For the implementation of the different storage classes that the toolkit supports, we want to define a set of base classes to form a common API for all formats. This will simplify implementation of new storage formats, and enable easy integration into external tools, such as Pootle. It will also mean less duplication of code in similar storage formats.
These ideas explained here should be seen as drafts only.
The base classes should be rich enough in functionality to enable users of the base classes to have access to all or most of the features that are available in the formats. In particular, the following are considered requirements:
Seamless and hidden handling of escaping, quoting and character sets
Parsing a file when given a file name or file contents (whole file in a string)
Writing a file to disk
Getting and setting source and target languages
Accessing units, and determining if they are translatable, translated, a unique identifier for the unit in the file, etc.
Support for plural units that can vary between different languages (as the PO format allows with msgid_plural, etc.)
Support for variable number of languages in the format. Examples: .txt and .properties support one language, PO supports two, TMX supports many.
Support for “multifiles”, in other words a file that contain other entities that corresponds to files in other formats. Examples: ZIP and XLIFF. In reality this is only used by some of the converters. This isn’t present in the base class yet.
All these do not mean that all formats must support al these features, but in the formats that do support these features, it must be accessible through the base class, and it must be possible to interrogate the storage format through the base class to know which features it supports.

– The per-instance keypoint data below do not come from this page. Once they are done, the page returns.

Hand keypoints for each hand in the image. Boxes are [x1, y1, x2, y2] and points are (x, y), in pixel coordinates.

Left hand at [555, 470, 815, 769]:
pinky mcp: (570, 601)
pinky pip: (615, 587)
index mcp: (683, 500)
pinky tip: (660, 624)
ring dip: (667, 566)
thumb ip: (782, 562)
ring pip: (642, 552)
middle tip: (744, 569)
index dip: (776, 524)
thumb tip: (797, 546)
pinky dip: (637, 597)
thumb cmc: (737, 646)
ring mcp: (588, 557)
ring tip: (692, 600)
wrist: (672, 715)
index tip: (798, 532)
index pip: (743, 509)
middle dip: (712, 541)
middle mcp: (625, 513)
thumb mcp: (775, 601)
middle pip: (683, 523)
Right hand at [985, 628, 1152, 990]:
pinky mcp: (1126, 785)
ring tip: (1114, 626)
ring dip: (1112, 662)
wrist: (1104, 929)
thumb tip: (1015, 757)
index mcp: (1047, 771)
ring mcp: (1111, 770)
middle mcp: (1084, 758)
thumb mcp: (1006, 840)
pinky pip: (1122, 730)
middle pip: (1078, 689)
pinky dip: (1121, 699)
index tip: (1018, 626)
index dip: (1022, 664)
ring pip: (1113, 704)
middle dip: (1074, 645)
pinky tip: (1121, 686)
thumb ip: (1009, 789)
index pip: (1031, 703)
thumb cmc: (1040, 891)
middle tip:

A file contains a number of translation units, and possibly a header. Each translation unit contains one or more strings corresponding to each of the languages represented in that unit.
This class represents a single conceptual string in a single language. It must know its own requirements for escaping and implement it internally. Escaped versions are only used for internal representation and only exposed for file creation and testing (unit tests, for example).
Note that when storing different plural forms of the same string, they should be stored in this class. The main object is the singular string, and all of the string forms can be accessed in a list at x.strings. Most of the time the object can be dealt with as a single string, only when it is necessary to deal with plural forms do the extra strings have to be taken into account.
Any string from a plural unit must be a multistring.
This class represents a unit of one or several related messages/strings. In most formats the contained strings will be translations of some original message/string. It must associate a language value with each message/string. It must know how to join all contained messages/strings to compile a valid representation. For formats that support at least two languages, the first two languages will serve as “source” and “target” languages for the common case of translating from one language into another language.
Some future ideas:
As the number of languages can be seen as one “dimension” of the translation unit, plurality can be seen as a second dimension. A format can thus be classified according to the dimensionality that it supports, as follows:
.properties files supports one language and no concept of plurals. This include most document types, such as .txt, HTML and OpenDocument formats.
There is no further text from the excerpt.